Most people dream of living in a big expensive house. For Tim Shea, he just wanted to find a place he could call home. The 70-year-old homeless man had spent several years living on the streets until he became the first resident of a village filled with 3D-printed little houses.

Shea was chosen to be the first person to move into Community First! Village, a 51-acre site in the outskirts of Austin, Texas that filled with tiny houses for the chronically homeless. The small houses, like Shea’s 400-square-foot home, were built by the Austin-based startup company ICON.

Life wasn’t easy for Shea before moving to Community First! Village.
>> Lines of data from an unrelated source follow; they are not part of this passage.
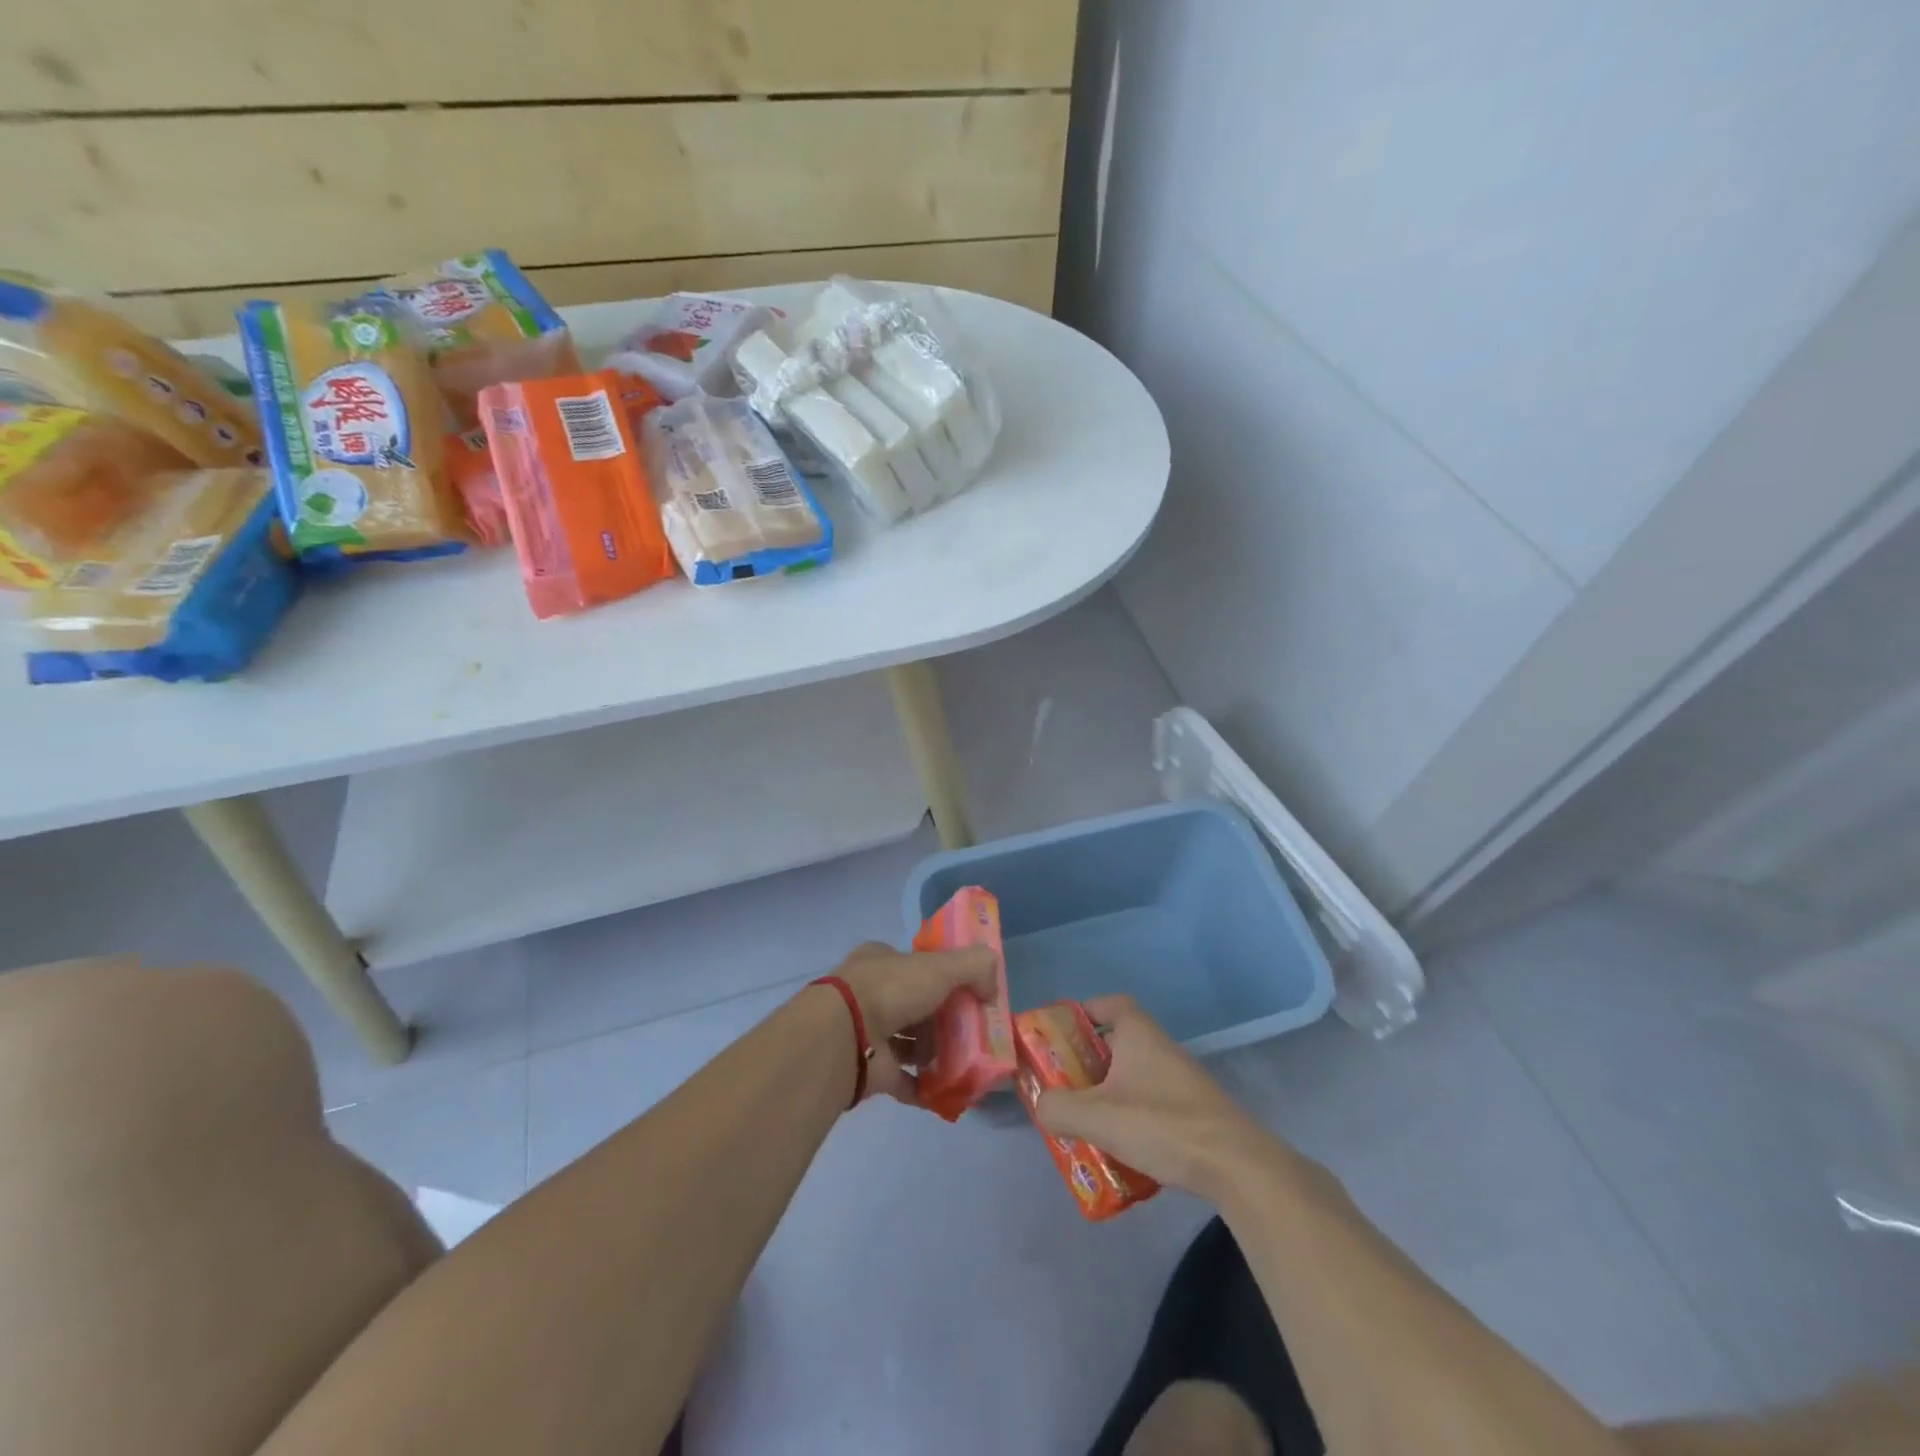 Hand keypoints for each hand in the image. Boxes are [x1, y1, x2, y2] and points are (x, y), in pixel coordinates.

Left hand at [830, 941, 998, 1107]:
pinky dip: (925, 1086)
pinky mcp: (869, 1069)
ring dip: (934, 1054)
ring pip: (908, 1043)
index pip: (917, 965)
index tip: (970, 995)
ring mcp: (867, 1032)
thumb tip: (993, 987)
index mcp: (882, 961)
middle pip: (915, 1005)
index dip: (943, 977)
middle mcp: (871, 992)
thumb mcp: (941, 966)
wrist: (845, 1035)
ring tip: (965, 1064)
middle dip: (942, 1020)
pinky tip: (949, 1093)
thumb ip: (974, 967)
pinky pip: (903, 1079)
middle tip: (973, 1034)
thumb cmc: (891, 990)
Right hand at [1034, 995, 1272, 1196]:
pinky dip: (1133, 1118)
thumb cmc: (1161, 1124)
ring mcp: (1181, 1080)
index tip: (1061, 1033)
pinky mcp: (1194, 1112)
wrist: (1235, 1165)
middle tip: (1063, 1086)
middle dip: (1088, 1062)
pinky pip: (1153, 1104)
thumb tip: (1042, 1105)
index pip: (1110, 1004)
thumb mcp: (1097, 1116)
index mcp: (1138, 1034)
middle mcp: (1161, 1048)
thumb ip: (1058, 1108)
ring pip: (1134, 1077)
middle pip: (1118, 1043)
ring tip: (1086, 1123)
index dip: (1083, 1012)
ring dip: (1110, 1094)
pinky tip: (1122, 1150)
He struggled with addiction and lived in an RV for most of his life. This made him stay away from people.

“I think from my personal experience from my former lifestyle, that I developed a shell,” Shea said. “I didn’t feel secure, and any time I had the opportunity, I would hide or isolate. I never really wanted to interact with people.”

Luckily, things changed when Shea got his new house. Since then, he has been meeting new people and making friends. “Everything I do is just the opposite, and I have many activities to do every day with others,” Shea said.

The houses built by ICON have six different layouts. Shea chose a home with an open floor plan to help with his arthritis. This way, It will be easier for him if he eventually needs a wheelchair.

Community First! is the non-profit behind the project. They put $18 million into the village in Austin in order to help the chronically homeless get off the streets. Moreover, the residents of the village only pay about $300 in rent and have job opportunities on-site.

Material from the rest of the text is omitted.